Assigned task: Lines containing the word "Román" are to be copied from the data below.

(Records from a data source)
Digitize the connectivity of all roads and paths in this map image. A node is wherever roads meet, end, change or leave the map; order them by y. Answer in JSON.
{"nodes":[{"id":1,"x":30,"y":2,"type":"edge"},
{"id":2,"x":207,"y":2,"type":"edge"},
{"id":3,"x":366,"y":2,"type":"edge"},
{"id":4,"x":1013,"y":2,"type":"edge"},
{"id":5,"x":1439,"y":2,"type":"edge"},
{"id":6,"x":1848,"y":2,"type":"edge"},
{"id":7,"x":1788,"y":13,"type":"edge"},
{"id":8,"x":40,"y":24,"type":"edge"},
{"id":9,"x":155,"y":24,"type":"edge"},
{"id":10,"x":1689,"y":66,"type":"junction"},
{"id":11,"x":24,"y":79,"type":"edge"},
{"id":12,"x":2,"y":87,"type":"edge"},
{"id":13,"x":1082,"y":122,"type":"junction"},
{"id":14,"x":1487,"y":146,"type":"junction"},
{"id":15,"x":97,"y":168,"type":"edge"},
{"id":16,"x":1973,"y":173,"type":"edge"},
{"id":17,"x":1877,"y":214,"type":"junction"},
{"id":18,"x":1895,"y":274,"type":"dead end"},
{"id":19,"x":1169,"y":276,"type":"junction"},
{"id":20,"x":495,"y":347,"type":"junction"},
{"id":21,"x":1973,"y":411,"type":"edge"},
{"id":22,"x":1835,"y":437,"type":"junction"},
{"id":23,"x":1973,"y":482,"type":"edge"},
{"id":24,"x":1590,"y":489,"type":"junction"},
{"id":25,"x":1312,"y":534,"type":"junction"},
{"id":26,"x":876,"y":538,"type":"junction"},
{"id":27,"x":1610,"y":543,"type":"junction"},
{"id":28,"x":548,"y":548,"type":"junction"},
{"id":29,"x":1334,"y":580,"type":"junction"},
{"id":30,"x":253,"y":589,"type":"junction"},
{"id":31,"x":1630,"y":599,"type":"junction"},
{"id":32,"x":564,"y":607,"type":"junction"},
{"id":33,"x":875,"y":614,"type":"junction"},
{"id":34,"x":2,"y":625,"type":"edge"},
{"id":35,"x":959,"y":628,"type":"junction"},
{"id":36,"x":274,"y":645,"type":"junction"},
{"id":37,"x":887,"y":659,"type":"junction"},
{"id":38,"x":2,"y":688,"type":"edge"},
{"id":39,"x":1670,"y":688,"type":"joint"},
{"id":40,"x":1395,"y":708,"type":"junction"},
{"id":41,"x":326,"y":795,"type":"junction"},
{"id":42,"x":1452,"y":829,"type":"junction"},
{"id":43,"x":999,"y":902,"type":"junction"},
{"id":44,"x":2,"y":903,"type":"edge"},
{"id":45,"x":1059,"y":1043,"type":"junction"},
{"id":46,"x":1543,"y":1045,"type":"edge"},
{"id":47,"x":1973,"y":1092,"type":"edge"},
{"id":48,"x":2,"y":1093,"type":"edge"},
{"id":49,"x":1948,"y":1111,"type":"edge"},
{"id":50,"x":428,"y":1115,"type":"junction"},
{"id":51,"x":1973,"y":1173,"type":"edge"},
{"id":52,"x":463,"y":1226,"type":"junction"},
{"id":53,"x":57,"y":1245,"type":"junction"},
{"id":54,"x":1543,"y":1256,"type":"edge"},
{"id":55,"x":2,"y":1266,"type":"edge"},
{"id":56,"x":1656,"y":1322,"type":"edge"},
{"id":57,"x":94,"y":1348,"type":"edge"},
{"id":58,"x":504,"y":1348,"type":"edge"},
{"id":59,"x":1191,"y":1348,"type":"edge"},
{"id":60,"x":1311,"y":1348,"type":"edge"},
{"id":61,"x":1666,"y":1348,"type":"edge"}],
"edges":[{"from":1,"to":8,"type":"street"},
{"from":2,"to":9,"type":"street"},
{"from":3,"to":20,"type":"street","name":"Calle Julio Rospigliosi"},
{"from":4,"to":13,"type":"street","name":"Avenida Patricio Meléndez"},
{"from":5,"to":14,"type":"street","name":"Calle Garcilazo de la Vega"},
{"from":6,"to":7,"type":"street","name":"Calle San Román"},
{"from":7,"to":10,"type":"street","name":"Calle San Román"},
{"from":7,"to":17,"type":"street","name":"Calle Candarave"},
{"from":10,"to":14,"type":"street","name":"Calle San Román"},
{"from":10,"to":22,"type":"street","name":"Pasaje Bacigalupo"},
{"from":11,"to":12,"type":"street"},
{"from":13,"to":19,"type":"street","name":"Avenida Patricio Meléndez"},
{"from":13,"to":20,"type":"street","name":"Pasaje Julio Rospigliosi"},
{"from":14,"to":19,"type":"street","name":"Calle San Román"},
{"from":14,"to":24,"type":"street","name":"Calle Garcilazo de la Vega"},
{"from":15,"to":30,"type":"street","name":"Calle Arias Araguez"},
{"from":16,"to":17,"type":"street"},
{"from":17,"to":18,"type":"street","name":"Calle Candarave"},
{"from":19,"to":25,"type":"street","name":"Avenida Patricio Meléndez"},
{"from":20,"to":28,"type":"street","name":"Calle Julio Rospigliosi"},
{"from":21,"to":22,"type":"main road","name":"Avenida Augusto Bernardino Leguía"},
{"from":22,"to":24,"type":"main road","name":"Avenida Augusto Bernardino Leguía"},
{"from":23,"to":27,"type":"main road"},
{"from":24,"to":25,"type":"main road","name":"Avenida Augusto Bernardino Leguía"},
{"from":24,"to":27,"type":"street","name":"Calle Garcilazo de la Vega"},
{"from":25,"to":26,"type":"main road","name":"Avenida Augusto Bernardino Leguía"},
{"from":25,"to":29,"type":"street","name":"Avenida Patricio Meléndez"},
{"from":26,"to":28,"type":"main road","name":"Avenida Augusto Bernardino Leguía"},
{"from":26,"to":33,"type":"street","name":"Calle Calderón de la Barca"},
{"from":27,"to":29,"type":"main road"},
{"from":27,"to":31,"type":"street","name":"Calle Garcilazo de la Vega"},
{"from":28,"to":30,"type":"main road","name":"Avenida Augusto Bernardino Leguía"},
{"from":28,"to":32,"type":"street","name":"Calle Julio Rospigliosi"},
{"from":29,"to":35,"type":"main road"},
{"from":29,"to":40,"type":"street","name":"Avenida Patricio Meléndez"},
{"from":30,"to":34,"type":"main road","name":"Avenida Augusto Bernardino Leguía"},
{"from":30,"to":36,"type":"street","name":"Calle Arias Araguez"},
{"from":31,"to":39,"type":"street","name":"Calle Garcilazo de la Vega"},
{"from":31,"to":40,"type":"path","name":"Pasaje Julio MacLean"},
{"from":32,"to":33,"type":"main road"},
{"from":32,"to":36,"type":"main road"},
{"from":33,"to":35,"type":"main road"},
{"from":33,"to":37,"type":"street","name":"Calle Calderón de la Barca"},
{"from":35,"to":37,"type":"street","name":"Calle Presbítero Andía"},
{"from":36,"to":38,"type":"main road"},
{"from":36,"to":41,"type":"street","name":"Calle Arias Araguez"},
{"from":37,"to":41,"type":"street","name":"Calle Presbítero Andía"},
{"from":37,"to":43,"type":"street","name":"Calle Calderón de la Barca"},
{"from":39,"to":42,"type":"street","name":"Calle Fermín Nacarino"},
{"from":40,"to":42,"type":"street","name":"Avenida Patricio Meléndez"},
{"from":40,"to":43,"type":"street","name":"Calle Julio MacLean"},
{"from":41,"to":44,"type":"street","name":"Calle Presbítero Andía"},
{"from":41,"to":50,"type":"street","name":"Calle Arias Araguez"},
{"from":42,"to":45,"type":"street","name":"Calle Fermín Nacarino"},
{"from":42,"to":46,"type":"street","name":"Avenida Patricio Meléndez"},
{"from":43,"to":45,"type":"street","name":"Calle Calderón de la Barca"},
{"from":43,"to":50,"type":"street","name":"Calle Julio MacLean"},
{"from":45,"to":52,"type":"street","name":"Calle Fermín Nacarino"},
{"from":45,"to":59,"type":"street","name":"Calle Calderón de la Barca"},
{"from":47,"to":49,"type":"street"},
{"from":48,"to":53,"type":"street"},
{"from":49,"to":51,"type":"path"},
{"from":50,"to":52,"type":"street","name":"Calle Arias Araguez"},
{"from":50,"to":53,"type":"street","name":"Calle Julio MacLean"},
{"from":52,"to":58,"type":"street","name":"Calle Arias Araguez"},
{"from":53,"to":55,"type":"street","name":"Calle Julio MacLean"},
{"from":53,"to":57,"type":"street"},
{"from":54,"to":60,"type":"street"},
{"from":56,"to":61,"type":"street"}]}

Written solution:
{"from":6,"to":7,"type":"street","name":"Calle San Román"},
{"from":7,"to":10,"type":"street","name":"Calle San Román"},
{"from":10,"to":14,"type":"street","name":"Calle San Román"},
{"from":14,"to":19,"type":"street","name":"Calle San Román"},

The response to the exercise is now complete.